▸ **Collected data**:
== Segment start ==
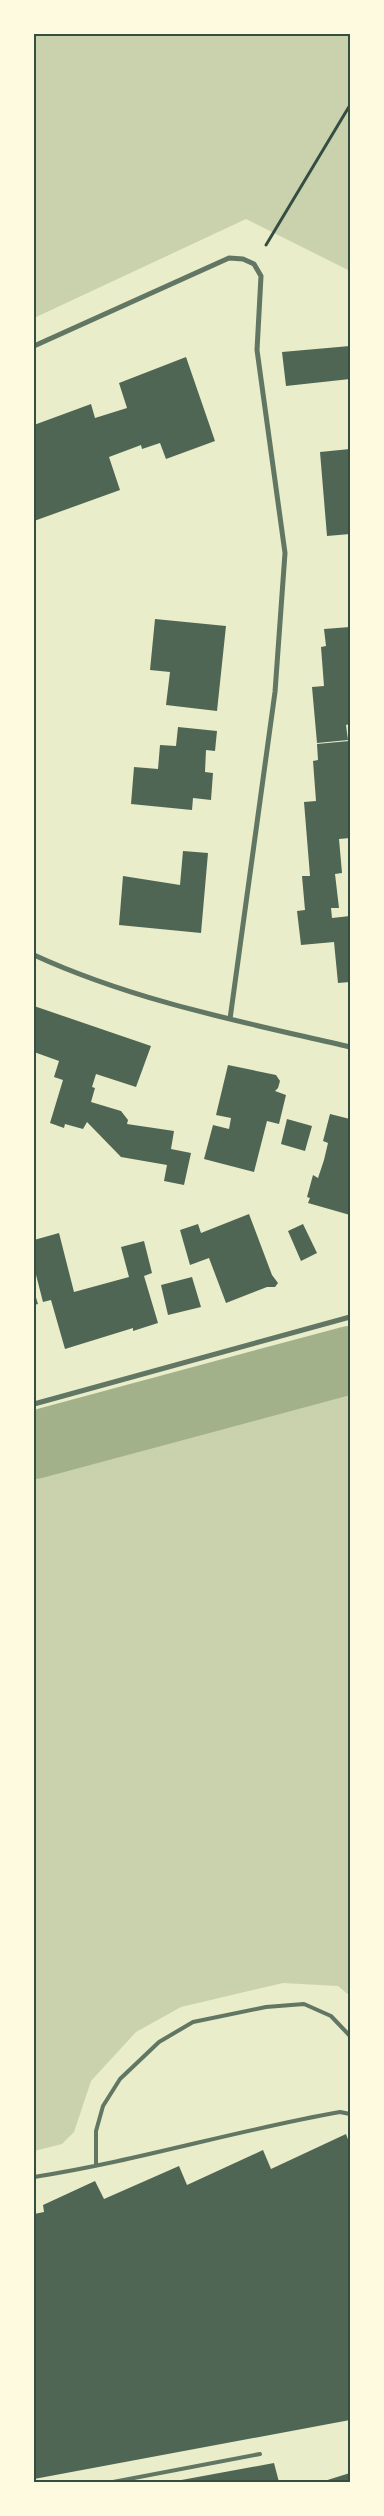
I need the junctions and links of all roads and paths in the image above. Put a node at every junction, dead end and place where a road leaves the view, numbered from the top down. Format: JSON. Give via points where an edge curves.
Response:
{"nodes":[{"id":1,"x":350,"y":105,"type":"edge"},
{"id":2,"x":254,"y":264,"type":"junction"},
{"id":3,"x":34,"y":346,"type":"edge"},
{"id":4,"x":34,"y":955,"type":"edge"},
{"id":5,"x":230,"y":1018,"type":"junction"},
{"id":6,"x":350,"y":1047,"type":"edge"},
{"id":7,"x":350,"y":1317,"type":"edge"},
{"id":8,"x":34,"y":1404,"type":"edge"},
{"id":9,"x":350,"y":2036,"type":"edge"},
{"id":10,"x":350,"y":2114,"type":"edge"},
{"id":11,"x":96,"y":2165,"type":"junction"},
{"id":12,"x":34,"y":2177,"type":"edge"},
{"id":13,"x":260,"y":2454,"type":"dead end"},
{"id":14,"x":113,"y":2482,"type":"edge"}],
"edges":[{"from":1,"to":2,"type":"path"},
{"from":2,"to":3,"type":"street","via":[[243,258],[228,258]]},
{"from":2,"to":5,"type":"street","via":[[261,276],[257,350],[285,553],[275,692]]},
{"from":4,"to":5,"type":"street","via":[[146,997]]},
{"from":5,"to":6,"type":"street"},
{"from":7,"to":8,"type":"street"},
{"from":9,"to":11,"type":"lane","via":[[331,2016],[304,2004],[266,2007],[193,2022],[159,2042],[120,2079],[102,2106],[96,2131]]},
{"from":10,"to":11,"type":"lane","via":[[340,2112],[275,2124]]},
{"from":11,"to":12,"type":"lane"},
{"from":13,"to":14,"type":"lane"}]}
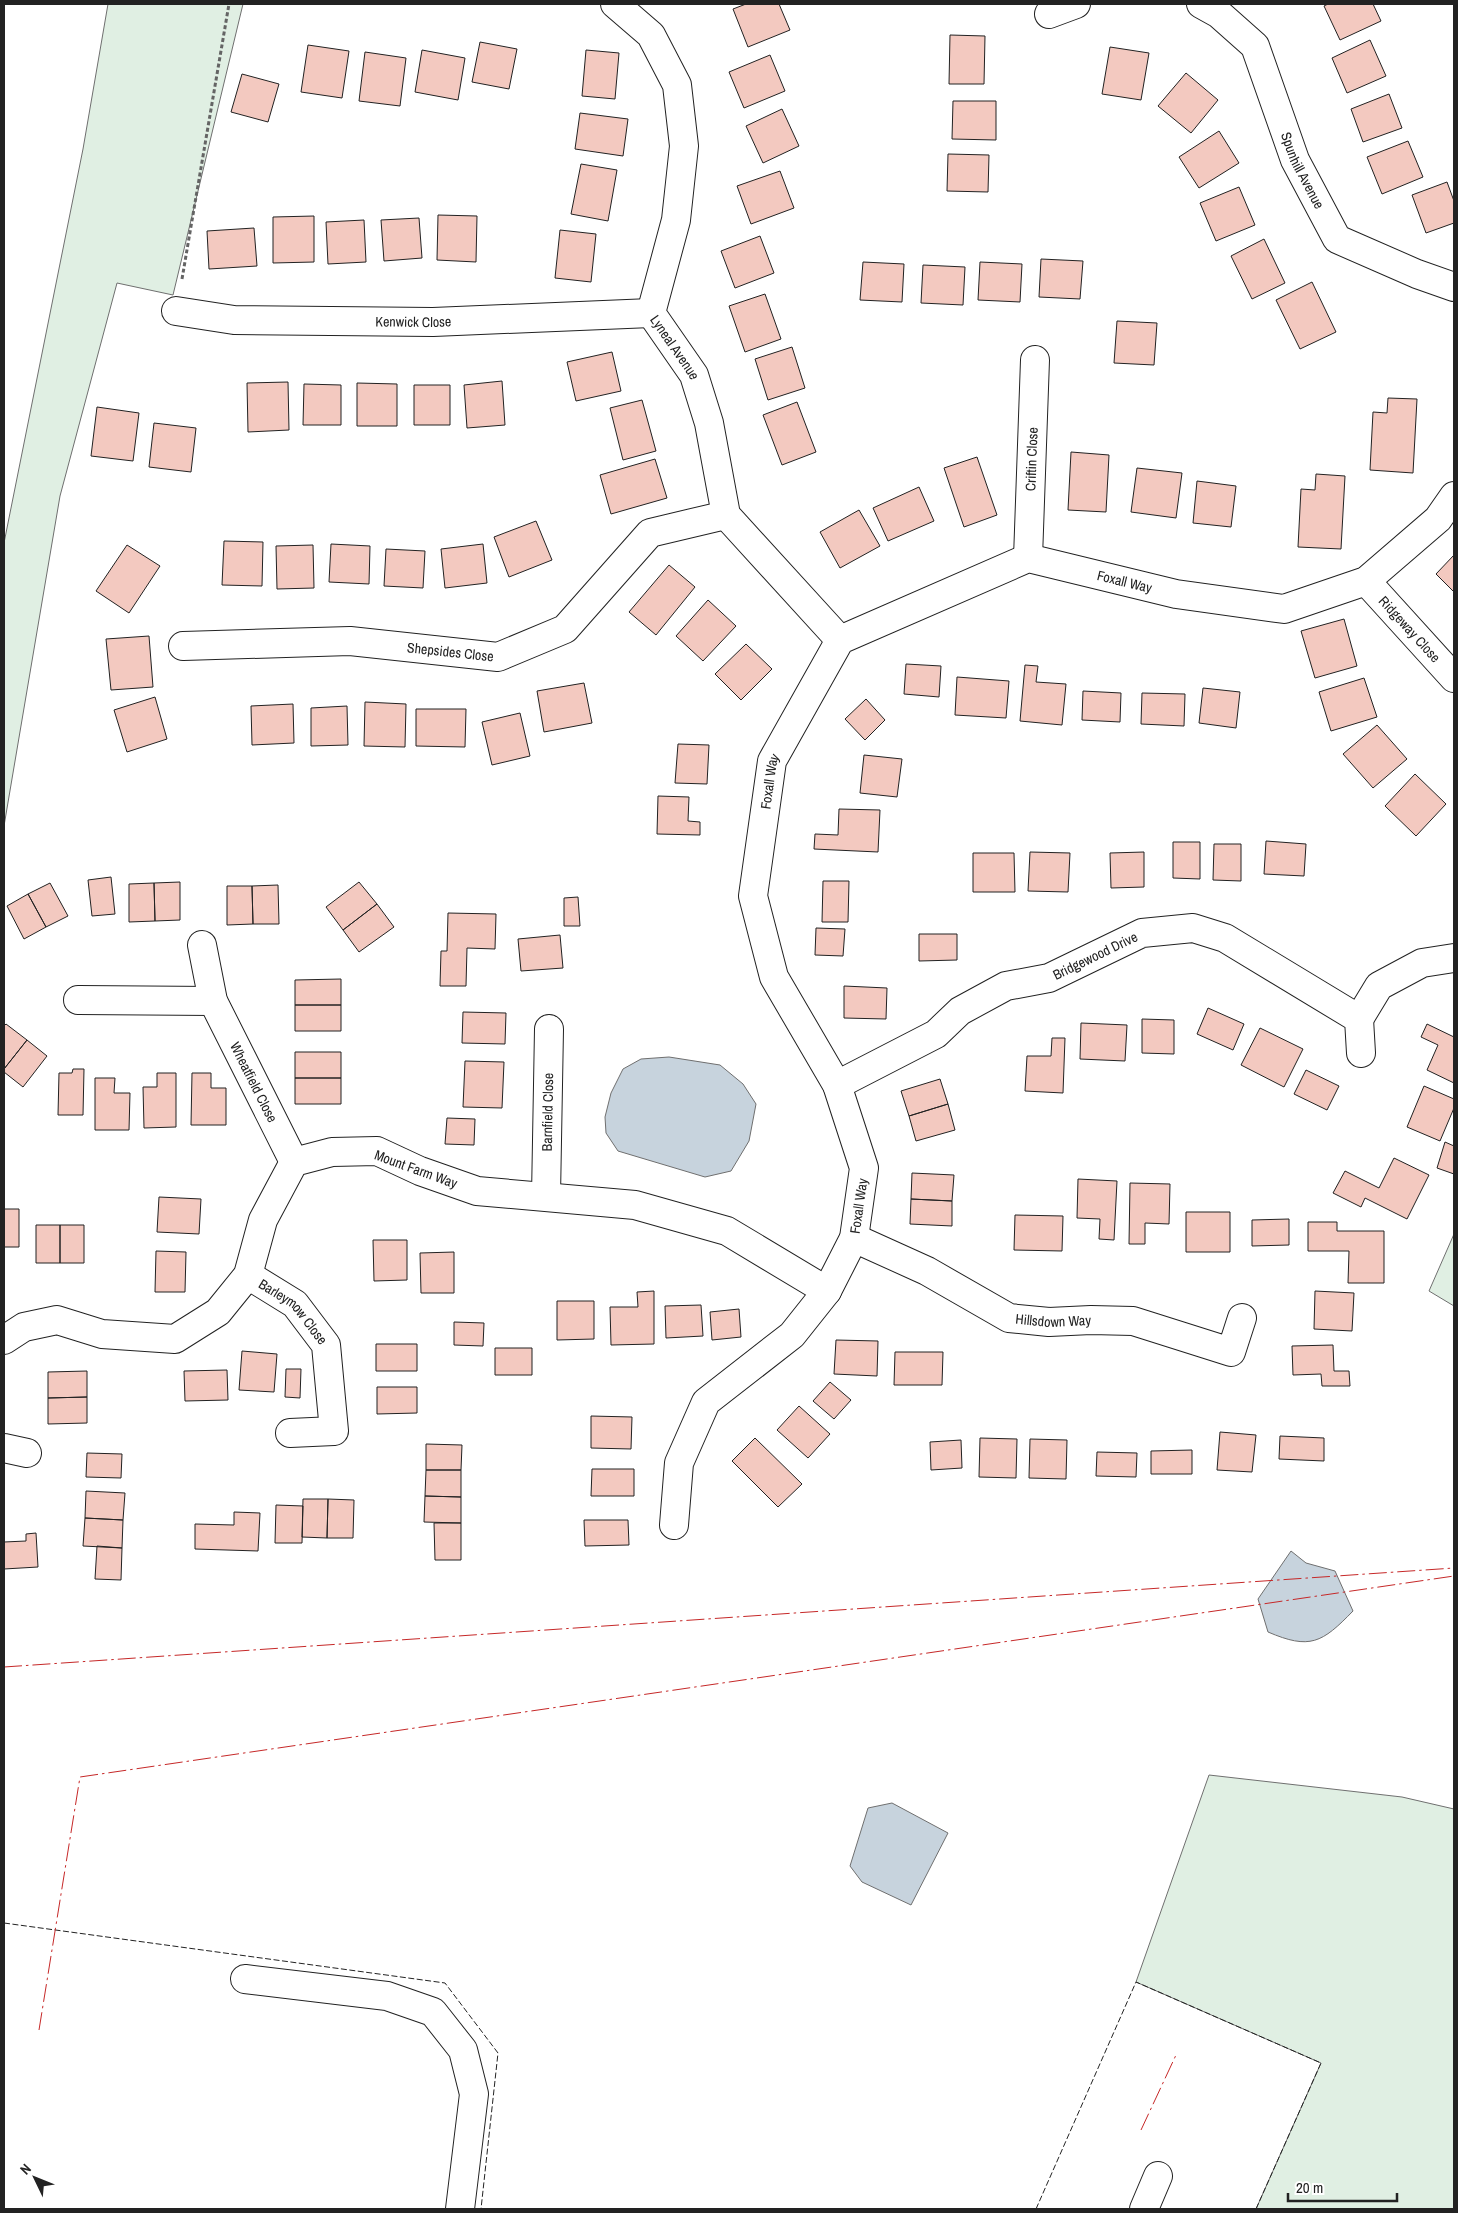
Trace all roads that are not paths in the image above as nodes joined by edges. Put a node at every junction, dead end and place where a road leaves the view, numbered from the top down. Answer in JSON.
== Segment end ==
▸ **ASSIGNED TASK**: Could you retype every line above exactly as it appears, skipping the pictures?

▸ **WORKED SOLUTION**:
I need the junctions and links of all roads and paths in the image above. Put a node at every junction, dead end and place where a road leaves the view, numbered from the top down. Format: JSON. Give via points where an edge curves.
Response:
{"nodes":[{"id":1,"x":350,"y":105,"type":"edge"},
{"id":2,"x":254,"y":264,"type":"junction"},
{"id":3,"x":34,"y":346,"type":"edge"},
{"id":4,"x":34,"y":955,"type":"edge"},
{"id":5,"x":230,"y":1018,"type":"junction"},
{"id":6,"x":350,"y":1047,"type":"edge"},
{"id":7,"x":350,"y":1317,"type":"edge"},
{"id":8,"x":34,"y":1404,"type":"edge"},
{"id":9,"x":350,"y":2036,"type":"edge"},
{"id":10,"x":350,"y":2114,"type":"edge"},
{"id":11,"x":96,"y":2165,"type":"junction"},
{"id":12,"x":34,"y":2177,"type":"edge"},
{"id":13,"x":260,"y":2454,"type":"dead end"},
{"id":14,"x":113,"y":2482,"type":"edge"}],
"edges":[{"from":1,"to":2,"type":"path"},
{"from":2,"to":3,"type":"street","via":[[243,258],[228,258]]},
{"from":2,"to":5,"type":"street","via":[[261,276],[257,350],[285,553],[275,692]]},
{"from":4,"to":5,"type":"street","via":[[146,997]]},
{"from":5,"to":6,"type":"street"},
{"from":7,"to":8,"type":"street"},
{"from":9,"to":11,"type":"lane","via":[[331,2016],[304,2004],[266,2007],[193,2022],[159,2042],[120,2079],[102,2106],[96,2131]]},
{"from":10,"to":11,"type":"lane","via":[[340,2112],[275,2124]]},
{"from":11,"to":12,"type":"lane"},
{"from":13,"to":14,"type":"lane"}]}
Trace all roads that are not paths in the image above as nodes joined by edges. Put a node at every junction, dead end and place where a road leaves the view, numbered from the top down. Answer in JSON.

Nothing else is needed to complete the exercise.